What about fractions that have the same numerator, but different denominator? If a whole is chopped into four pieces, each piece will be smaller than when a whole is chopped into three pieces. Students will choose 1/4 over 1/3 only because 4 is larger than 3. Students do not realize that fourths and thirds are different fractions and length relationships are different when dealing with denominators. It is like comparing grapes and oranges. One grape is smaller than one orange, the students must learn to compare the same fruits or find a tool such as a number line to help them compare length. Students may even reason that the fraction is the same size because the numerator is the same, but they must be taught that both numerator and denominator need to be factored in to determine which fraction is larger. However, if we put both numbers on the number line as in the illustration, children will see there is a difference in length and realize that one-third is larger than one-fourth.

Numerators/Denominators factored in to compare fractions

Figure 15 Numerators and denominators need to be factored in to compare fractions.

Comparing Fractions also creates an opportunity for students to see how each fraction grows in length. What I mean is that suppose I compare a whole number to 1/2, 1/3, and 1/4. Students will see that each unit fraction length is a different distance from the origin, 0.  What I want students to notice as well is that each number line is chopped into intervals of different lengths. Here you can easily see that as the denominator gets larger, the unit length of the fractions gets smaller: 1/4 < 1/3 < 1/2 < 1. The other crucial point to make is that the denominator describes how many pieces the (k/d) chops up a unit interval (where k is varying, and d is fixed).

Each unit fraction length different distance from origin 0

Figure 16 - Each unit fraction length is a different distance from the origin, 0.

But what happens when you add another fraction piece? Now each number line increases by one unit interval. When you connect the intervals, it appears that some unit intervals increase in length faster than the fractions that are chopped into smaller unit intervals. Furthermore, when you connect each unit from each number line, it creates a special curve. The interesting part is that both make a smooth, and similar curve.

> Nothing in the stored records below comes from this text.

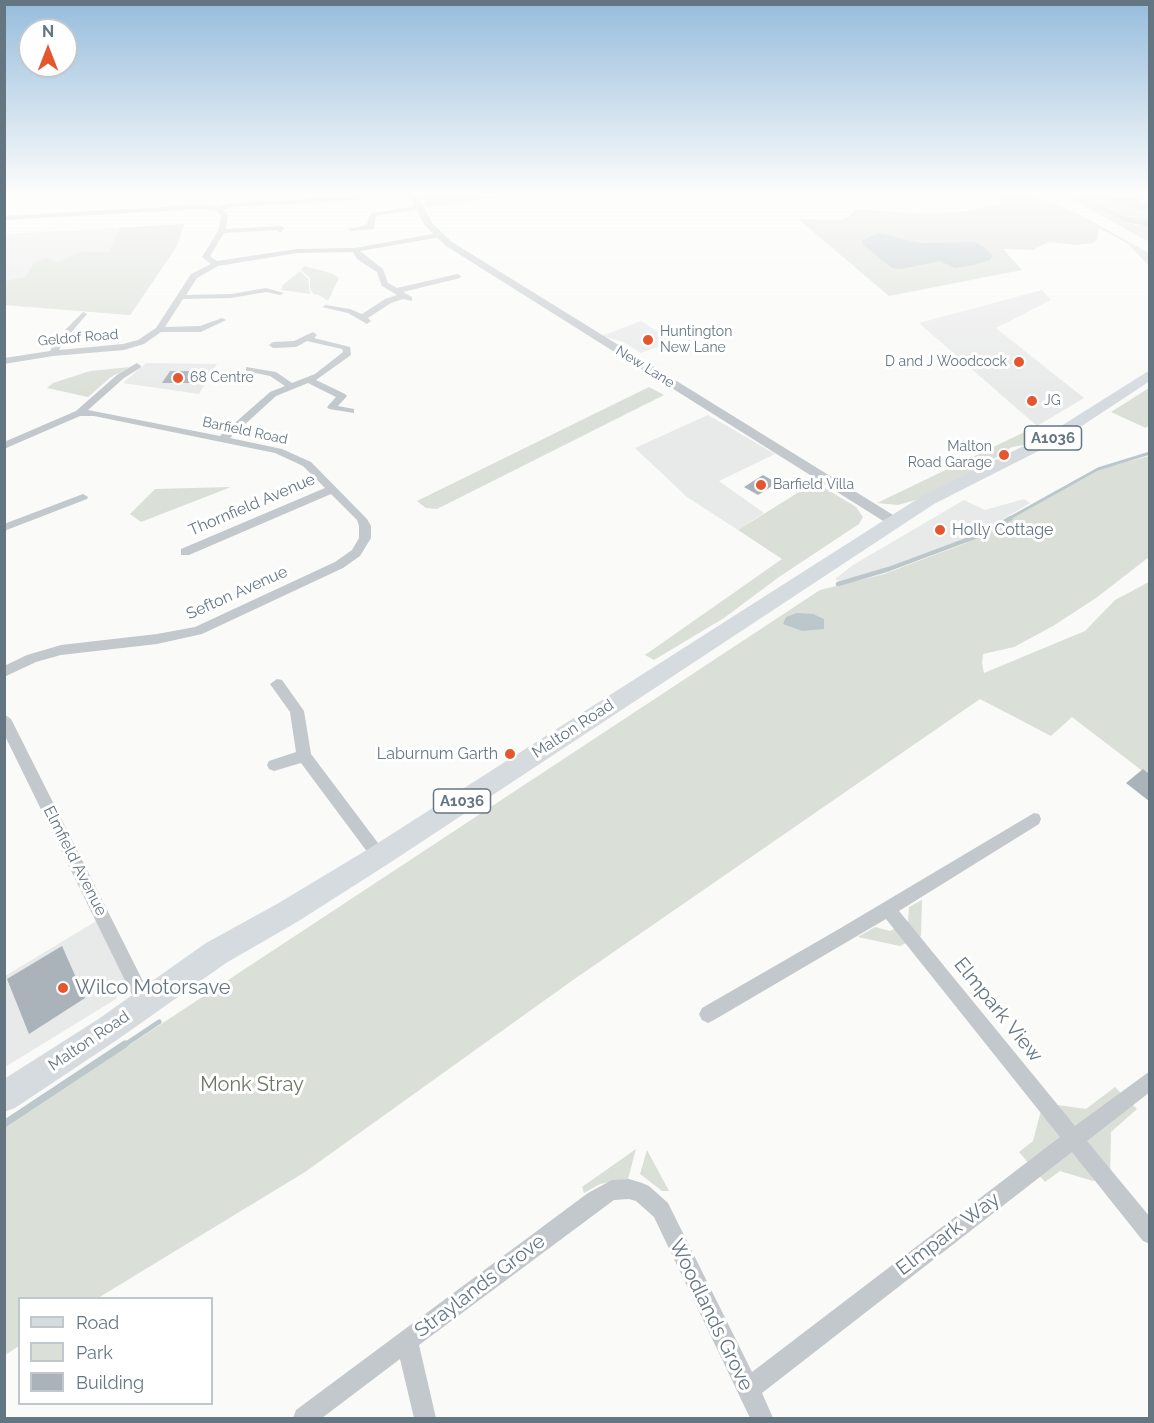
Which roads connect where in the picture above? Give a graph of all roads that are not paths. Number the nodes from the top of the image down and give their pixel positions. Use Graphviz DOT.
graph roads {
  1 [pos="226,262"];
  2 [pos="368,262"];
  3 [pos="478,262"];
  4 [pos="216,264"];
  5 [pos="456,276"];
  6 [pos="277,290"];
  7 [pos="403,295"];
  8 [pos="183,297"];
  9 [pos="326,306"];
  10 [pos="83,315"];
  11 [pos="222,320"];
  12 [pos="159,330"];
  13 [pos="273,345"];
  14 [pos="53,353"];
  15 [pos="4,361"];
  16 [pos="137,366"];
  17 [pos="248,369"];
  18 [pos="1149,374"];
  19 [pos="309,380"];
  20 [pos="289,385"];
  21 [pos="351,411"];
  22 [pos="79,412"];
  23 [pos="222,440"];
  24 [pos="4,446"];
  25 [pos="333,489"];
  26 [pos="83,497"];
  27 [pos="893,522"];
  28 [pos="4,528"];
  29 [pos="365,538"];
  30 [pos="185,552"];
  31 [pos="4,672"];
  32 [pos="277,684"];
  33 [pos="4,719"];
  34 [pos="304,756"];
  35 [pos="274,765"];
  36 [pos="1034,819"];
  37 [pos="379,856"];
  38 [pos="887,908"];
  39 [pos="145,1003"];
  40 [pos="708,1014"];
  41 [pos="1149,1080"];
  42 [pos="4,1097"];
  43 [pos="1074,1140"];
  44 [pos="662,1210"];
  45 [pos="1149,1234"];
  46 [pos="407,1341"];
  47 [pos="747,1389"];
  48 [pos="304,1419"];
  49 [pos="425,1419"];
  50 [pos="762,1419"];
  1 -- 4 [label="street, Geldof Road"];
  2 -- 7 [label="street"];
  3 -- 27 [label="street, New Lane"];
  4 -- 8 [label="street, Geldof Road"];
  5 -- 7 [label="street"];
  6 -- 8 [label="street"];
  7 -- 9 [label="street"];
  8 -- 12 [label="street, Geldof Road"];
  10 -- 14 [label="street"];
  11 -- 12 [label="street"];
  12 -- 14 [label="street, Geldof Road"];
  13 -- 19 [label="street"];
  14 -- 15 [label="street, Geldof Road"];
  16 -- 22 [label="street"];
  17 -- 20 [label="street"];
  18 -- 27 [label="main road, Malton Road / A1036"];
  19 -- 20 [label="street"];
  19 -- 21 [label="street"];
  20 -- 23 [label="street"];
  22 -- 23 [label="street, Barfield Road"];
  22 -- 24 [label="street"];
  23 -- 25 [label="street, Barfield Road"];
  25 -- 29 [label="street, Barfield Road"];
  25 -- 30 [label="street, Thornfield Avenue"];
  26 -- 28 [label="street"];
  27 -- 37 [label="main road, Malton Road / A1036"];
  29 -- 31 [label="street, Sefton Avenue"];
  32 -- 34 [label="street"];
  33 -- 39 [label="street, Elmfield Avenue"];
  34 -- 35 [label="street"];
  34 -- 37 [label="street"];
  36 -- 38 [label="street"];
  37 -- 39 [label="main road, Malton Road / A1036"];
  38 -- 40 [label="street"];
  38 -- 43 [label="street, Elmpark View"];
  39 -- 42 [label="main road, Malton Road / A1036"];
  41 -- 43 [label="street, Elmpark Way"];
  43 -- 45 [label="street, Elmpark View"];
  43 -- 47 [label="street, Elmpark Way"];
  44 -- 46 [label="street, Straylands Grove"];
  44 -- 47 [label="street, Woodlands Grove"];
  46 -- 48 [label="street, Straylands Grove"];
  46 -- 49 [label="street"];
  47 -- 50 [label="street, Woodlands Grove"];
}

Curve appears when connecting each unit fraction from number line

Figure16 A smooth and similar curve appears when you connect each unit fraction from the number line.

Equivalent Fractions

For students to find equivalent fractions on a number line, they must learn to deal with different denominators. Students are used to dealing with whole numbers that are organized using the base ten system. However, fractions do not follow the base ten system. The infinite number of fraction symbols for each number make dealing with fractions redundant. How do we eliminate confusion and redundancy? I will use number lines to help students see what is going on with equivalent fractions and comparing fractions to determine which fraction is larger than another. Now that we have a basic understanding of how to put numbers on a number line and understand that the number line is based on length and distance, let us use these ideas to construct a system of whole number multiples of a given unit fractions.19

Teaching Strategies

Manipulatives

Fractions are an abstract concept and often confuse students because they do not work the same way as whole numbers. In primary grades, they are introduced to fractions, but they do not really manipulate them in any way, meaning they do not add them, subtract them, multiply them, or divide them. The students are expected to learn that fractions are parts of a whole.20 One way to help students recognize the parts, and the size, or in the case of number lines, the length of the fractions is to use manipulatives. Kayenta Elementary is privileged in the sense that the school district provided manipulative kits, enough for each student to have their own set. Building the fractions using the manipulative kits helps students with visual concepts on which to build their fraction knowledge.

Collaboration

Our school uses Instructional Empowerment to promote student collaboration, build engaging learning cultures in classrooms to close achievement gaps.21 Collaboration groups have four to five students with mixed abilities. Each team member is assigned a role. In a collaborative group, one student is assigned as a Facilitator. The Facilitator’s job is to lead the discussion and keep the students on task. In addition, the Facilitator encourages team members to share ideas or questions. The group also has a Learning Monitor. The Learning Monitor helps all students understand what they are learning and encourages team members to show their work. The rest of the group are Team Members. Team Members are expected to contribute to the discussion and bring their thinking to the group. They may also step in to help the Learning Monitor and the Facilitator with coaching team members. Collaboration works for all students because they are more willing to collaborate with their peers. The team members also get an Agree/ Disagree card to aid in their discussion. The card has four parts, the students may turn the card to “Agree” to show they agree with the speaker or turn the card to “Disagree” to show that they disagree with the response of the speaker. If they have a question, they may turn to “I Have a Question” section and pose their question. The last part is “More to Add.”  If they feel like they have more to add to the discussion, they may turn the card to this section. Each section has a sentence frame to help students have a discussion respectfully.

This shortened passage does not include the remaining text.